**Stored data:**
+===+
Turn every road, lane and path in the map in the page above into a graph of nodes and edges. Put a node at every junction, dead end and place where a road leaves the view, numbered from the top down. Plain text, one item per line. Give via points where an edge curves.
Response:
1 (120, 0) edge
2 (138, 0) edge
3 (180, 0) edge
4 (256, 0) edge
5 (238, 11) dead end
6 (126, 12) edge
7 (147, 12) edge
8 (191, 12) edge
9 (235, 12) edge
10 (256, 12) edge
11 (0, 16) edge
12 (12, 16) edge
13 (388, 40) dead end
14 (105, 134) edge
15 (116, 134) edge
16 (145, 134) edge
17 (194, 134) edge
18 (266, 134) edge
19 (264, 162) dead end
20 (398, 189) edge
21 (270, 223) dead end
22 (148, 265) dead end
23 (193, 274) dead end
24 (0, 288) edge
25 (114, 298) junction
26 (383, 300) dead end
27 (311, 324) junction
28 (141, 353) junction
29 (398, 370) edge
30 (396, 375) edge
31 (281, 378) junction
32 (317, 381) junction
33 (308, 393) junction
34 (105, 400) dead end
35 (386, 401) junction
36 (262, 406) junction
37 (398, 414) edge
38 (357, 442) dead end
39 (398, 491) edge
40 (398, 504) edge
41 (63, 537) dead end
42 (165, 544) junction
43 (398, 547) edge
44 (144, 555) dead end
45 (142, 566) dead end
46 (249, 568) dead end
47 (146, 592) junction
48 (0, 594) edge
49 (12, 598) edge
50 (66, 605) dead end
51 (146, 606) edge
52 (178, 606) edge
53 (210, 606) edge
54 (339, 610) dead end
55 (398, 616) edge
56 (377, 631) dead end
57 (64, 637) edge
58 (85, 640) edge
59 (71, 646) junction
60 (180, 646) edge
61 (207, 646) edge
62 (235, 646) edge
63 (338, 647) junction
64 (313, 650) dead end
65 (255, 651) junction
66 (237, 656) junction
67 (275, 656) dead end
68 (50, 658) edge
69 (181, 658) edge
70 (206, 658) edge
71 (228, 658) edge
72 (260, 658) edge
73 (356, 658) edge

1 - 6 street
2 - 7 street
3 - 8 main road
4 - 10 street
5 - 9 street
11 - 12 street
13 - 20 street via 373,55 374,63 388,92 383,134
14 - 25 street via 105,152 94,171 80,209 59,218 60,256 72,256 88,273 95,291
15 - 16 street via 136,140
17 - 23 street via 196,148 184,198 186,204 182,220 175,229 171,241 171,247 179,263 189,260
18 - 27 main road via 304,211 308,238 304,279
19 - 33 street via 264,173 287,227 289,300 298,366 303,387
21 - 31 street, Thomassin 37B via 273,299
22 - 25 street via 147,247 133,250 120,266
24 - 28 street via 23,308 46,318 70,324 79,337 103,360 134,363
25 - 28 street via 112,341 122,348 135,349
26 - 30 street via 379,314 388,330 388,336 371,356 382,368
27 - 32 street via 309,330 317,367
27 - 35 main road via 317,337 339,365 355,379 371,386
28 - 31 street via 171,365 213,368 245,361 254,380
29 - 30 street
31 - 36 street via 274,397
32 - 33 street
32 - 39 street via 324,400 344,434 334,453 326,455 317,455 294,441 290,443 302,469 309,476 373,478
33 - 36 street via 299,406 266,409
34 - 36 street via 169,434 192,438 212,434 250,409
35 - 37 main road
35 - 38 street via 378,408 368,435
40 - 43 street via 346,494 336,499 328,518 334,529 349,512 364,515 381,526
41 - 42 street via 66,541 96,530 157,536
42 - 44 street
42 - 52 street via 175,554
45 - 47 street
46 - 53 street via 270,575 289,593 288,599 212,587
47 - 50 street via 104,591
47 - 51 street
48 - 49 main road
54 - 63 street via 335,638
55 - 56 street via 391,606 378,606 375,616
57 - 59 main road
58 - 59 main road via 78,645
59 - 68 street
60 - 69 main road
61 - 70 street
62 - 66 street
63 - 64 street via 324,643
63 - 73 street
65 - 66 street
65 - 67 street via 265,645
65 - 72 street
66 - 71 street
+===+
An exact, complete copy of the records is the expected answer.

**Solution to the exercise:**
Turn every road, lane and path in the map in the page above into a graph of nodes and edges. Put a node at every junction, dead end and place where a road leaves the view, numbered from the top down. Plain text, one item per line. Give via points where an edge curves.
Response:
1 (120, 0) edge
2 (138, 0) edge
3 (180, 0) edge
4 (256, 0) edge
5 (238, 11) dead end
6 (126, 12) edge
7 (147, 12) edge
8 (191, 12) edge
9 (235, 12) edge
10 (256, 12) edge
11 (0, 16) edge
12 (12, 16) edge
13 (388, 40) dead end
14 (105, 134) edge
15 (116, 134) edge
16 (145, 134) edge
17 (194, 134) edge
18 (266, 134) edge
19 (264, 162) dead end
20 (398, 189) edge
21 (270, 223) dead end
22 (148, 265) dead end
23 (193, 274) dead end
24 (0, 288) edge
25 (114, 298) junction
26 (383, 300) dead end
27 (311, 324) junction
28 (141, 353) junction
29 (398, 370) edge
30 (396, 375) edge
31 (281, 378) junction
32 (317, 381) junction
33 (308, 393) junction
34 (105, 400) dead end
35 (386, 401) junction
36 (262, 406) junction
37 (398, 414) edge
38 (357, 442) dead end
39 (398, 491) edge
40 (398, 504) edge
41 (63, 537) dead end
42 (165, 544) junction
43 (398, 547) edge
44 (144, 555) dead end
45 (142, 566) dead end
46 (249, 568) dead end
47 (146, 592) junction
48 (0, 594) edge
49 (12, 598) edge
50 (66, 605) dead end
51 (146, 606) edge
52 (178, 606) edge
53 (210, 606) edge
54 (339, 610) dead end
55 (398, 616) edge
56 (377, 631) dead end
57 (64, 637) edge
58 (85, 640) edge
59 (71, 646) junction
60 (180, 646) edge
61 (207, 646) edge
62 (235, 646) edge
63 (338, 647) junction
64 (313, 650) dead end
65 (255, 651) junction
66 (237, 656) junction
67 (275, 656) dead end
68 (50, 658) edge
69 (181, 658) edge
70 (206, 658) edge
71 (228, 658) edge
72 (260, 658) edge
73 (356, 658) edge

1 - 6 street
2 - 7 street
3 - 8 main road
4 - 10 street
5 - 9 street
11 - 12 street
13 - 20 street via 373,55 374,63 388,92 383,134
14 - 25 street via 105,152 94,171 80,209 59,218 60,256 72,256 88,273 95,291
15 - 16 street via 136,140
17 - 23 street via 196,148 184,198 186,204 182,220 175,229 171,241 171,247 179,263 189,260
18 - 27 main road via 304,211 308,238 304,279
19 - 33 street via 264,173 287,227 289,300 298,366 303,387
21 - 31 street, Thomassin 37B via 273,299
22 - 25 street via 147,247 133,250 120,266
24 - 28 street via 23,308 46,318 70,324 79,337 103,360 134,363
25 - 28 street via 112,341 122,348 135,349
26 - 30 street via 379,314 388,330 388,336 371,356 382,368
27 - 32 street via 309,330 317,367
27 - 35 main road via 317,337 339,365 355,379 371,386
28 - 31 street via 171,365 213,368 245,361 254,380
29 - 30 street
31 - 36 street via 274,397
32 - 33 street
32 - 39 street via 324,400 344,434 334,453 326,455 317,455 294,441 290,443 302,469 309,476 373,478
33 - 36 street via 299,406 266,409
34 - 36 street via 169,434 192,438 212,434 250,409
35 - 37 main road
35 - 38 street via 378,408 368,435
40 - 43 street via 346,494 336,499 328,518 334,529 349,512 364,515 381,526
41 - 42 street via 66,541 96,530 157,536
42 - 44 street
42 - 52 street via 175,554
45 - 47 street
46 - 53 street via 270,575 289,593 288,599 212,587
47 - 50 street via 104,591
47 - 51 street
48 - 49 main road
54 - 63 street via 335,638
55 - 56 street via 391,606 378,606 375,616
57 - 59 main road
58 - 59 main road via 78,645
59 - 68 street
60 - 69 main road
61 - 70 street
62 - 66 street
63 - 64 street via 324,643
63 - 73 street
65 - 66 street
65 - 67 street via 265,645
65 - 72 street
66 - 71 street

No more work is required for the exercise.